'''

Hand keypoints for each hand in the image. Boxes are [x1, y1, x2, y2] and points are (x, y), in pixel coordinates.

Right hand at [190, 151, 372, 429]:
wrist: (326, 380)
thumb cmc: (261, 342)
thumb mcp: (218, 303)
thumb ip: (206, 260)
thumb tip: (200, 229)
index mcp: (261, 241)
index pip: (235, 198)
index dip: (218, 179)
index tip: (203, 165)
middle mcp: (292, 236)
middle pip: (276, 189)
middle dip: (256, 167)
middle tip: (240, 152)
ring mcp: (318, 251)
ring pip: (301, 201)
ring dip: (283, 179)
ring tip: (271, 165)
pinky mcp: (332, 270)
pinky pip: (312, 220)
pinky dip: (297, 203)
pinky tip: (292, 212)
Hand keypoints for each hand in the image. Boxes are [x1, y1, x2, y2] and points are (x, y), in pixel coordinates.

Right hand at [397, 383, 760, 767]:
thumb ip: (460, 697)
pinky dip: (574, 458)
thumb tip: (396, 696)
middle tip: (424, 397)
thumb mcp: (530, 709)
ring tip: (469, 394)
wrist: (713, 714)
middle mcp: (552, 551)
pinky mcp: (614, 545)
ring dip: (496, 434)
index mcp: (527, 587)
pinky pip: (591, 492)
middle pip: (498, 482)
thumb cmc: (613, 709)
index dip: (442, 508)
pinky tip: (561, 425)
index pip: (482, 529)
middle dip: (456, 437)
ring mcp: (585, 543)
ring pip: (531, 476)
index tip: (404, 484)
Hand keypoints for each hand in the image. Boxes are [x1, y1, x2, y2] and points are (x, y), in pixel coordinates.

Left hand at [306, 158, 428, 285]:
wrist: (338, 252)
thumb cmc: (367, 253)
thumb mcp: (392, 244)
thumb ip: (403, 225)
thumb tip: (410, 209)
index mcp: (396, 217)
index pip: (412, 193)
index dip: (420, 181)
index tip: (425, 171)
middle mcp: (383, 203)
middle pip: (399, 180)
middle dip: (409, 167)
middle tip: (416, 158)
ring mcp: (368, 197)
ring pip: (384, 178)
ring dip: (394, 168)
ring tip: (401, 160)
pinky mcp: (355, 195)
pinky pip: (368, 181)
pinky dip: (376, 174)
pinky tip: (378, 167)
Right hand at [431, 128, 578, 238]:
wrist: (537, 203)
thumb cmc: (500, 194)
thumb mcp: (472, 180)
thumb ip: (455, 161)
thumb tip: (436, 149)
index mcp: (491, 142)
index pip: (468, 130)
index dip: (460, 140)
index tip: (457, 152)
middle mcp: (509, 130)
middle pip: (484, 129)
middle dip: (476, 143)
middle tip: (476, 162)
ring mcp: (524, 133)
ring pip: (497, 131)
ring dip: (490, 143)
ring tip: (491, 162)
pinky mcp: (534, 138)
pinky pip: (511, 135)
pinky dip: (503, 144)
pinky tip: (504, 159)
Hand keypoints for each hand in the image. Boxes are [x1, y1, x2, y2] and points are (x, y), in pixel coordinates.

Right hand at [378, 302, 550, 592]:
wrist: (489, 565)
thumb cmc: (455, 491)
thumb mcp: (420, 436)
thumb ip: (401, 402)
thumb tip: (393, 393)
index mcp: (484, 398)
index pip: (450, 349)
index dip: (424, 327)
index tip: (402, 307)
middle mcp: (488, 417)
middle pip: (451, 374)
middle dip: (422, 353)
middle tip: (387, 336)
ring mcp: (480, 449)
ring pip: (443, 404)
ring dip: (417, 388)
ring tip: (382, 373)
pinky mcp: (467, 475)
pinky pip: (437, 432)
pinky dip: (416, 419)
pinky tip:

'''

* Action item:
The lines running from the start of the data through the one that contains "thumb tip: (200, 229)" should be reproduced exactly, and only those.

* Response:
Hand keypoints for each hand in the image. Boxes are [x1, y1, x2, y2] and points are (x, y), in pixel coordinates.

Right hand at [190, 151, 372, 429]:
wrist: (326, 380)
thumb cmc: (261, 342)
thumb mcp: (218, 303)
thumb ip: (206, 260)
thumb tip: (200, 229)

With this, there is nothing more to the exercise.